▶ [PROBLEM STATEMENT]: In full and without error, repeat the entries below.

▶ [EXCERPTED RECORDS]:
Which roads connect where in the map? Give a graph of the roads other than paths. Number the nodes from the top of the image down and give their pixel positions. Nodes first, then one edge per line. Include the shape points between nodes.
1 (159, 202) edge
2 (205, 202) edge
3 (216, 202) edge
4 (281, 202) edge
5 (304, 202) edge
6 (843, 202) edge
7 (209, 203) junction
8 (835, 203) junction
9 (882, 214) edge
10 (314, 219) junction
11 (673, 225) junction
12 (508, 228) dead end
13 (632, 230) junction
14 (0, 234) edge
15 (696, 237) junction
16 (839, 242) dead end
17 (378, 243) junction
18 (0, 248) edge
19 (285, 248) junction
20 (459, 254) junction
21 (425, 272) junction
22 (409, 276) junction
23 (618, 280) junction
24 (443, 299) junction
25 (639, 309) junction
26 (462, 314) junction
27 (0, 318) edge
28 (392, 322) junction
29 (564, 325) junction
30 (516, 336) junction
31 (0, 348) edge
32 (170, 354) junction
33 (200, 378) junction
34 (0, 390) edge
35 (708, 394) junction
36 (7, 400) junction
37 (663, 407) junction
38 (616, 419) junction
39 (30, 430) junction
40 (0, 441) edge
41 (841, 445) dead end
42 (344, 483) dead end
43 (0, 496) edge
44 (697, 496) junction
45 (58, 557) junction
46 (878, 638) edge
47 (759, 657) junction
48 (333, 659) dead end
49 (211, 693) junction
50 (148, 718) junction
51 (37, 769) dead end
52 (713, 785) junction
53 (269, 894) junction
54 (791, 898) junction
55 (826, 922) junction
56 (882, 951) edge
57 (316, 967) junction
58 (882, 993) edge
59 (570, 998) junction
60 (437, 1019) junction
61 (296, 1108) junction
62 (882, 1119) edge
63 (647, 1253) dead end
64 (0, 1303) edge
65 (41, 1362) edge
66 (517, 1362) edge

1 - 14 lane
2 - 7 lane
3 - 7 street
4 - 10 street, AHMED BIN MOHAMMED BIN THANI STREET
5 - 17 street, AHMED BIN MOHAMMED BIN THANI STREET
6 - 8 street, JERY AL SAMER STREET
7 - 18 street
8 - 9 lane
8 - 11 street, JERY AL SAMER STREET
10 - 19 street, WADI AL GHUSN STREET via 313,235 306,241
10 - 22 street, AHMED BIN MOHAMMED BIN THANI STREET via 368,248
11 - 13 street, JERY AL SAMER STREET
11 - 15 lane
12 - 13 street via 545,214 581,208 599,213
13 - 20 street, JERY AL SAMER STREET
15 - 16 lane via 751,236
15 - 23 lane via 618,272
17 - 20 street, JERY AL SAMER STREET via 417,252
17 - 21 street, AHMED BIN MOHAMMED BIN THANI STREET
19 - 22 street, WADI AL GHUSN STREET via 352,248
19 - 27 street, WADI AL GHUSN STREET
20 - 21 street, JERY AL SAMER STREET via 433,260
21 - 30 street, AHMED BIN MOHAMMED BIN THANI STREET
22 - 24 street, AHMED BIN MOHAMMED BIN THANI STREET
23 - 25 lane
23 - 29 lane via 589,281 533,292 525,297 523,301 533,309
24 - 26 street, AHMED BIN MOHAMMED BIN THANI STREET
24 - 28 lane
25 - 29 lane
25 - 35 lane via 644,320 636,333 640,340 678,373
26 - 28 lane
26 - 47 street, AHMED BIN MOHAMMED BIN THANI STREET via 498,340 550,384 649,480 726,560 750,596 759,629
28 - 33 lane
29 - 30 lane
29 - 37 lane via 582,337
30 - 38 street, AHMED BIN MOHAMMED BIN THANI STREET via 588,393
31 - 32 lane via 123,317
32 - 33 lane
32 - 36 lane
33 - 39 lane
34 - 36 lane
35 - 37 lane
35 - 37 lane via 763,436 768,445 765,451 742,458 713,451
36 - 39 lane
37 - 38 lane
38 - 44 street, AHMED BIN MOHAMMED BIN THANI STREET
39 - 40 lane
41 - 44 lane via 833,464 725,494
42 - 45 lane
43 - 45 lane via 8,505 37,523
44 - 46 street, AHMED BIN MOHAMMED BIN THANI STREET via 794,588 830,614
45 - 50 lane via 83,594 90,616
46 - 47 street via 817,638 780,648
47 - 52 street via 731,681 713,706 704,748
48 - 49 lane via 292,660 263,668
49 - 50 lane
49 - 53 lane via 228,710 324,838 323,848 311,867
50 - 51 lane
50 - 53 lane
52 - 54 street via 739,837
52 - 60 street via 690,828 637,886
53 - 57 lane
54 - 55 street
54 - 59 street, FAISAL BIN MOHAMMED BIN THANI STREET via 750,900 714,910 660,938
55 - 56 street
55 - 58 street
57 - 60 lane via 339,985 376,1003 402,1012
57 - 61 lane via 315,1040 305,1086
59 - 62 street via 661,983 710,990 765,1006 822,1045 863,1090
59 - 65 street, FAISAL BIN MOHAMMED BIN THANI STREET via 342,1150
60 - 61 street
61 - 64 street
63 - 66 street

▶ [RESULT OF THE TASK]:
Which roads connect where in the map? Give a graph of the roads other than paths. Number the nodes from the top of the image down and give their pixel positions. Nodes first, then one edge per line. Include the shape points between nodes.
1 (159, 202) edge
2 (205, 202) edge
3 (216, 202) edge
4 (281, 202) edge
5 (304, 202) edge
6 (843, 202) edge
7 (209, 203) junction
8 (835, 203) junction
9 (882, 214) edge
10 (314, 219) junction
11 (673, 225) junction
12 (508, 228) dead end
13 (632, 230) junction
14 (0, 234) edge
15 (696, 237) junction
16 (839, 242) dead end
17 (378, 243) junction
18 (0, 248) edge
19 (285, 248) junction
20 (459, 254) junction
21 (425, 272) junction
22 (409, 276) junction
23 (618, 280) junction
24 (443, 299) junction
25 (639, 309) junction
26 (462, 314) junction
27 (0, 318) edge
28 (392, 322) junction
29 (564, 325) junction
30 (516, 336) junction
31 (0, 348) edge
32 (170, 354) junction
33 (200, 378) junction
34 (0, 390) edge
35 (708, 394) junction
36 (7, 400) junction
37 (663, 407) junction
38 (616, 419) junction
39 (30, 430) junction
40 (0, 441) edge
41 (841, 445) dead end
42 (344, 483) dead end
43 (0, 496) edge
44 (697, 496) junction
45 (58, 557) junction
46 (878, 638) edge
47 (759, 657) junction
48 (333, 659) dead end
49 (211, 693) junction
50 (148, 718) junction
51 (37, 769) dead end
52 (713, 785) junction
53 (269, 894) junction
54 (791, 898) junction
55 (826, 922) junction
56 (882, 951) edge
57 (316, 967) junction
58 (882, 993) edge
59 (570, 998) junction
60 (437, 1019) junction
61 (296, 1108) junction
62 (882, 1119) edge
63 (647, 1253) dead end
64 (0, 1303) edge
65 (41, 1362) edge
66 (517, 1362) edge

1 - 14 lane
2 - 7 lane
3 - 7 street
4 - 10 street, AHMED BIN MOHAMMED BIN THANI STREET
5 - 17 street, AHMED BIN MOHAMMED BIN THANI STREET
6 - 8 street, JERY AL SAMER STREET
7 - 18 street
8 - 9 lane
8 - 11 street, JERY AL SAMER STREET
10 - 19 street, WADI AL GHUSN STREET via 313,235 306,241
10 - 22 street, AHMED BIN MOHAMMED BIN THANI STREET via 368,248
11 - 13 street, JERY AL SAMER STREET
11 - 15 lane
12 - 13 street via 545,214 581,208 599,213
13 - 20 street, JERY AL SAMER STREET
15 - 16 lane via 751,236
15 - 23 lane via 618,272
17 - 20 street, JERY AL SAMER STREET via 417,252
17 - 21 street, AHMED BIN MOHAMMED BIN THANI STREET
19 - 22 street, WADI AL GHUSN STREET via 352,248
19 - 27 street, WADI AL GHUSN STREET
20 - 21 street, JERY AL SAMER STREET via 433,260
21 - 30 street, AHMED BIN MOHAMMED BIN THANI STREET
22 - 24 street, AHMED BIN MOHAMMED BIN THANI STREET
23 - 25 lane
23 - 29 lane via 589,281 533,292 525,297 523,301 533,309
24 - 26 street, AHMED BIN MOHAMMED BIN THANI STREET
24 - 28 lane
25 - 29 lane
25 - 35 lane via 644,320 636,333 640,340 678,373
26 - 28 lane
26 - 47 street, AHMED BIN MOHAMMED BIN THANI STREET via 498,340 550,384 649,480 726,560 750,596 759,629
28 - 33 lane
29 - 30 lane
29 - 37 lane via 582,337
30 - 38 street, AHMED BIN MOHAMMED BIN THANI STREET via 588,393
31 - 32 lane via 123,317
32 - 33 lane
32 - 36 lane
33 - 39 lane
34 - 36 lane
35 - 37 lane
35 - 37 lane via 763,436 768,445 765,451 742,458 713,451
36 - 39 lane
37 - 38 lane
38 - 44 street, AHMED BIN MOHAMMED BIN THANI STREET
39 - 40 lane
41 - 44 lane via 833,464 725,494
42 - 45 lane
43 - 45 lane via 8,505 37,523
44 - 46 street, AHMED BIN MOHAMMED BIN THANI STREET via 794,588 830,614
45 - 50 lane via 83,594 90,616
46 - 47 street via 817,638 780,648
47 - 52 street via 731,681 713,706 704,748
48 - 49 lane via 292,660 263,668
49 - 50 lane
49 - 53 lane via 228,710 324,838 323,848 311,867
50 - 51 lane
50 - 53 lane
52 - 54 street via 739,837
52 - 60 street via 690,828 637,886
53 - 57 lane
54 - 55 street
54 - 59 street, FAISAL BIN MOHAMMED BIN THANI STREET via 750,900 714,910 660,938
55 - 56 street
55 - 58 street
57 - 60 lane via 339,985 376,1003 402,1012
57 - 61 lane via 315,1040 305,1086
59 - 62 street via 661,983 710,990 765,1006 822,1045 863,1090
59 - 65 street, FAISAL BIN MOHAMMED BIN THANI STREET via 342,1150
60 - 61 street
61 - 64 street
63 - 66 street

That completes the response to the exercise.